[The input Boundary: Start]

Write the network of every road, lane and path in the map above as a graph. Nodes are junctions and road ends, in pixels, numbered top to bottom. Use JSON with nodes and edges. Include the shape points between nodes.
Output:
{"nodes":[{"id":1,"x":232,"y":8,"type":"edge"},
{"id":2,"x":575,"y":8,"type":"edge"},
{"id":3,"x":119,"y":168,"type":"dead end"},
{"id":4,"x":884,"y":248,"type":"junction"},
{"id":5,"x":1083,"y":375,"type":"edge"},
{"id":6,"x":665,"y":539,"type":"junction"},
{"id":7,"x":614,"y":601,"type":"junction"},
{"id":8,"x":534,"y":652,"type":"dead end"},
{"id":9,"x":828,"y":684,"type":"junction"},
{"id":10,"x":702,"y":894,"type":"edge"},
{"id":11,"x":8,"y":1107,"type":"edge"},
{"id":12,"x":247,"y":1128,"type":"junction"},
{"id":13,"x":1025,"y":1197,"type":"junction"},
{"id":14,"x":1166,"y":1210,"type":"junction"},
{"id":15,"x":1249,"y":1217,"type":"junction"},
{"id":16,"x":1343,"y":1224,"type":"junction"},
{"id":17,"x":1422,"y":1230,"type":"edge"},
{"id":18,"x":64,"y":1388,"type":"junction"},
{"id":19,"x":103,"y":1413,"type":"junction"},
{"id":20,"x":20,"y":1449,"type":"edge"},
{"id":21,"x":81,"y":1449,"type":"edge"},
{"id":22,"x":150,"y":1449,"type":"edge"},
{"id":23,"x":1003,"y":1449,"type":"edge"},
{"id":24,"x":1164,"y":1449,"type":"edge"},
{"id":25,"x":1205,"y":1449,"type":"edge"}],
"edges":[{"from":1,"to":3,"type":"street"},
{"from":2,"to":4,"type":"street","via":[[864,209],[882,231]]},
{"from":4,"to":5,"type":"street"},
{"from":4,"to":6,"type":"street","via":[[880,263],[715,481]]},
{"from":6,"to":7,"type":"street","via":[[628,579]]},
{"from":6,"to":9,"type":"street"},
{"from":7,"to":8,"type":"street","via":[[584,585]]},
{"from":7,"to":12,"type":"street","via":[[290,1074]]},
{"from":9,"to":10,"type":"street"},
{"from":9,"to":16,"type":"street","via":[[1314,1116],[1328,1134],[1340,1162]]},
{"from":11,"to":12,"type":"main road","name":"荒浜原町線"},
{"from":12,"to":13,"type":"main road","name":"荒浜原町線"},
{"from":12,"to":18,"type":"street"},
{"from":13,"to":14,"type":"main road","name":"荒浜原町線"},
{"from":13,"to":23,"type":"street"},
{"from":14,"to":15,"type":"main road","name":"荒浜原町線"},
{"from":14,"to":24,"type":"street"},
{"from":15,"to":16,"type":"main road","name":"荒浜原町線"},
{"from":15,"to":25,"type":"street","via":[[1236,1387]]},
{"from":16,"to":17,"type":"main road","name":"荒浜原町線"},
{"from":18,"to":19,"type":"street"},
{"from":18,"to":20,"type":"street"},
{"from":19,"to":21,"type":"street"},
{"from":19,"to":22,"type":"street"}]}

[The input Boundary: End]

## What is expected
All the lines above should come back exactly as written.

## Expected answer
Write the network of every road, lane and path in the map above as a graph. Nodes are junctions and road ends, in pixels, numbered top to bottom. Use JSON with nodes and edges. Include the shape points between nodes.
Output:
{"nodes":[{"id":1,"x":232,"y":8,"type":"edge"},
{"id":2,"x":575,"y":8,"type":"edge"},
{"id":3,"x":119,"y":168,"type":"dead end"},
{"id":4,"x":884,"y":248,"type":"junction"},
{"id":5,"x":1083,"y":375,"type":"edge"},
{"id":6,"x":665,"y":539,"type":"junction"},
{"id":7,"x":614,"y":601,"type":"junction"},
{"id":8,"x":534,"y":652,"type":"dead end"},
{"id":9,"x":828,"y":684,"type":"junction"},
{"id":10,"x":702,"y":894,"type":"edge"},
{"id":11,"x":8,"y":1107,"type":"edge"},
{"id":12,"x":247,"y":1128,"type":"junction"},
{"id":13,"x":1025,"y":1197,"type":"junction"},
{"id":14,"x":1166,"y":1210,"type":"junction"},
{"id":15,"x":1249,"y":1217,"type":"junction"},
{"id":16,"x":1343,"y":1224,"type":"junction"},
{"id":17,"x":1422,"y":1230,"type":"edge"},
{"id":18,"x":64,"y":1388,"type":"junction"},
{"id":19,"x":103,"y":1413,"type":"junction"},
{"id":20,"x":20,"y":1449,"type":"edge"},
{"id":21,"x":81,"y":1449,"type":"edge"},
{"id":22,"x":150,"y":1449,"type":"edge"},
{"id":23,"x":1003,"y":1449,"type":"edge"},
{"id":24,"x":1164,"y":1449,"type":"edge"},
{"id":25,"x":1205,"y":1449,"type":"edge"}],
"edges":[{"from":1,"to":3,"type":"street"},
{"from":2,"to":4,"type":"street","via":[[864,209],[882,231]]},
{"from":4,"to":5,"type":"street"},
{"from":4,"to":6,"type":"street","via":[[880,263],[715,481]]},
{"from":6,"to":7,"type":"street","via":[[628,579]]},
{"from":6,"to":9,"type":"street"},
{"from":7,"to":8,"type":"street","via":[[584,585]]},
{"from":7,"to":12,"type":"street","via":[[290,1074]]},
{"from":9,"to":10,"type":"street"},
{"from":9,"to":16,"type":"street","via":[[1314,1116],[1328,1134],[1340,1162]]},
{"from":11,"to":12,"type":"main road","name":"荒浜原町線"},
{"from":12,"to":13,"type":"main road","name":"荒浜原町線"},
{"from":12,"to":18,"type":"street"},
{"from":13,"to":14,"type":"main road","name":"荒浜原町線"},
{"from":13,"to":23,"type":"street"},
{"from":14,"to":15,"type":"main road","name":"荒浜原町線"},
{"from":14,"to":24,"type":"street"},
{"from":15,"to":16,"type":"main road","name":"荒浜原町線"},
{"from":15,"to":25,"type":"street","via":[[1236,1387]]},
{"from":16,"to":17,"type":"main road","name":"荒浜原町線"},
{"from":18,"to":19,"type":"street"},
{"from":18,"to":20,"type":"street"},
{"from":19,"to":21,"type":"street"},
{"from":19,"to":22,"type":"street"}]}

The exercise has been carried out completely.